(Saved data entries)
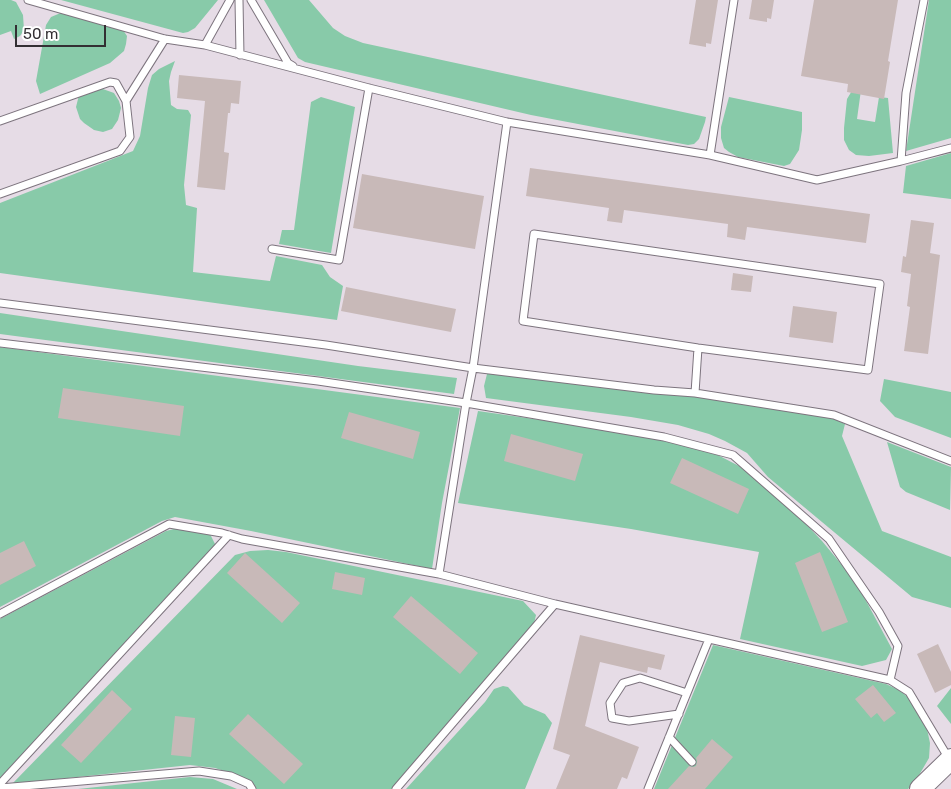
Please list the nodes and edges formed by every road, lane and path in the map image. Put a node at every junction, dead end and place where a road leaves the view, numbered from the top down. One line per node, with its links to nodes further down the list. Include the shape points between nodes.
1 (28, 0): 7 (lane)
2 (230, 0): 8 (lane)
3 (239, 0): 9 (lane)
4 (251, 0): 10 (lane, via 288,63)
5 (734, 0): 16 (lane)
6 (924, 0): 17 (lane, via 906,93)
7 (165, 39): 8 (lane); 12 (lane)
8 (206, 45): 9 (lane)
9 (240, 55): 10 (lane)
10 (300, 70): 11 (lane)
11 (369, 88): 14 (lane); 19 (lane, via 339,260)
12 (126, 101): 13 (lane, via 116,83 110,82); 18 (lane, via 130,138 120,151)
13 (0, 121)
14 (507, 122): 16 (lane); 23 (lane)
15 (951, 148): 17 (lane)
16 (710, 155): 17 (lane, via 817,180)
17 (901, 161)
18 (0, 194)
19 (272, 249)
20 (0, 303): 23 (lane, via 326,345)
21 (0, 343): 25 (lane)
22 (698, 348): 22 (lane, via 522,321 534,234 880,284 868,370); 24 (lane)
23 (473, 368): 24 (lane); 25 (lane)
24 (695, 392): 26 (lane, via 834,415)
25 (466, 403): 28 (lane); 32 (lane, via 664,437 733,456 829,539 898,646)
26 (951, 461)
27 (229, 535): 28 (lane); 30 (lane, via 169,524); 38 (lane)
28 (438, 574): 29 (lane)
29 (555, 604): 31 (lane); 41 (lane)
30 (0, 614)
31 (709, 640): 32 (lane); 33 (lane)
32 (890, 680): 36 (lane, via 909,692)
33 (687, 693): 34 (lane); 34 (lane, via 640,678 622,683 610,703 612,718 629,721)
34 (679, 714): 35 (lane)
35 (670, 737): 37 (lane); 42 (lane)
36 (951, 760): 43 (street)
37 (692, 762)
38 (0, 784)
39 (0, 788): 40 (lane, via 199,771 231,776 249,784)
40 (252, 789)
41 (396, 789)
42 (648, 789)
43 (920, 789)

__What you will do__: What you hand back should match the entries above exactly, except that no picture appears.

__Response area__:
Please list the nodes and edges formed by every road, lane and path in the map image. Put a node at every junction, dead end and place where a road leaves the view, numbered from the top down. One line per node, with its links to nodes further down the list. Include the shape points between nodes.
1 (28, 0): 7 (lane)
2 (230, 0): 8 (lane)
3 (239, 0): 9 (lane)
4 (251, 0): 10 (lane, via 288,63)
5 (734, 0): 16 (lane)
6 (924, 0): 17 (lane, via 906,93)
7 (165, 39): 8 (lane); 12 (lane)
8 (206, 45): 9 (lane)
9 (240, 55): 10 (lane)
10 (300, 70): 11 (lane)
11 (369, 88): 14 (lane); 19 (lane, via 339,260)
12 (126, 101): 13 (lane, via 116,83 110,82); 18 (lane, via 130,138 120,151)
13 (0, 121)
14 (507, 122): 16 (lane); 23 (lane)
15 (951, 148): 17 (lane)
16 (710, 155): 17 (lane, via 817,180)
17 (901, 161)
18 (0, 194)
19 (272, 249)
20 (0, 303): 23 (lane, via 326,345)
21 (0, 343): 25 (lane)
22 (698, 348): 22 (lane, via 522,321 534,234 880,284 868,370); 24 (lane)
23 (473, 368): 24 (lane); 25 (lane)
24 (695, 392): 26 (lane, via 834,415)
25 (466, 403): 28 (lane); 32 (lane, via 664,437 733,456 829,539 898,646)
26 (951, 461)
27 (229, 535): 28 (lane); 30 (lane, via 169,524); 38 (lane)
28 (438, 574): 29 (lane)
29 (555, 604): 31 (lane); 41 (lane)
30 (0, 614)
31 (709, 640): 32 (lane); 33 (lane)
32 (890, 680): 36 (lane, via 909,692)
33 (687, 693): 34 (lane); 34 (lane, via 640,678 622,683 610,703 612,718 629,721)
34 (679, 714): 35 (lane)
35 (670, 737): 37 (lane); 42 (lane)
36 (951, 760): 43 (street)
37 (692, 762)
38 (0, 784)
39 (0, 788): 40 (lane, via 199,771 231,776 249,784)
40 (252, 789)
41 (396, 789)
42 (648, 789)
43 (920, 789)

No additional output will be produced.